Other factors have emerged over time. Those two shy girls I noticed on the first day, hiding in the back of the kitchen? It turns out that these are a pair of orphans Wayan has adopted. They are both named Ketut (just to further confuse this book) and we call them Big Ketut and Little Ketut. Wayan found the Ketuts starving and begging in the marketplace a few months ago. They were abandoned there by a Dickensian character of a woman—possibly a relative—who acts as a sort of begging child pimp, depositing parentless children in various marketplaces across Bali to beg for money, then picking the kids up every night in a van, collecting their proceeds and giving them a shack somewhere in which to sleep. When Wayan first found Big and Little Ketut, they hadn’t eaten for days, had lice and parasites, the works. She thinks the younger one is maybe ten and the older one might be thirteen, but they don’t know their own ages or even their last names. (Little Ketut knows only that she was born the same year as “the big pig” in her village; this hasn’t helped the rest of us establish a timeline.) Wayan has taken them in and cares for them as lovingly as she does her own Tutti. She and the three children all sleep on the same mattress in the one bedroom behind the shop.
How a Balinese single mother facing eviction found it in her heart to take in two extra homeless children is something that reaches far beyond any understanding I’ve ever had about the meaning of compassion.
I want to help them.
That was it. This is what that trembling feeling was, which I’d experienced so profoundly after meeting Wayan for the first time. I wanted to help this single mother with her daughter and her extra orphans. I wanted to valet-park them into a better life. It’s just that I hadn’t been able to figure out how to do it. But today as Wayan and Armenia and I were eating our lunch and weaving our typical conversation of empathy and chopsbusting, I looked over at little Tutti and noticed that she was doing something rather odd. She was walking around the shop with a single, small square of pretty cobalt blue ceramic
tile resting on the palms of her upturned hands, singing in a chanting sort of way. I watched her for a while, just to see what she was up to. Tutti played with that tile for a long time, tossing it in the air, whispering to it, singing to it, then pushing it along the floor like it was a Matchbox car.

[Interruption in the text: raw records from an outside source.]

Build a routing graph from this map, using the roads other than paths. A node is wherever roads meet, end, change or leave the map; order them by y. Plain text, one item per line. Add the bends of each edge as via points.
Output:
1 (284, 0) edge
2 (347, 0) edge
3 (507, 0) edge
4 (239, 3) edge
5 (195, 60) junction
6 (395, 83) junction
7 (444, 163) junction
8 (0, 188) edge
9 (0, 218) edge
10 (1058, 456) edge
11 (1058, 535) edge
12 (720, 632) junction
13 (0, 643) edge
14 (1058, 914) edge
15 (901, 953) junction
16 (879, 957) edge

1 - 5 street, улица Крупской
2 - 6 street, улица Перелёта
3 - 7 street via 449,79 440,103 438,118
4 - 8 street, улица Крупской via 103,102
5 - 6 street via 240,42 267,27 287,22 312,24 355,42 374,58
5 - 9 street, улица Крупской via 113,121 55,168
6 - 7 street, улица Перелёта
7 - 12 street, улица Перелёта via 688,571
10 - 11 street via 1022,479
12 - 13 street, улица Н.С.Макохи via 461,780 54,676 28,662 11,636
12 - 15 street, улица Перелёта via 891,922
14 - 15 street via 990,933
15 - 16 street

Finally she sat upon it in a quiet corner, eyes closed, singing to herself, buried in some mystical, invisible compartment of space all her own.
I asked Wayan what this was all about. She said that Tutti had found the tile outside the construction site of a fancy hotel project down the road and had pocketed it. Ever since Tutti had found the tile, she kept saying to her mother, “Maybe if we have a house someday, it can have a pretty blue floor, like this.” Now, according to Wayan, Tutti often likes to sit perched on that one tiny blue square for hours on end, shutting her eyes and pretending she’s inside her own house.
What can I say? When I heard that story, and looked at that child deep in meditation upon her small blue tile, I was like: OK, that does it.
And I excused myself from the shop to go take care of this intolerable state of affairs once and for all.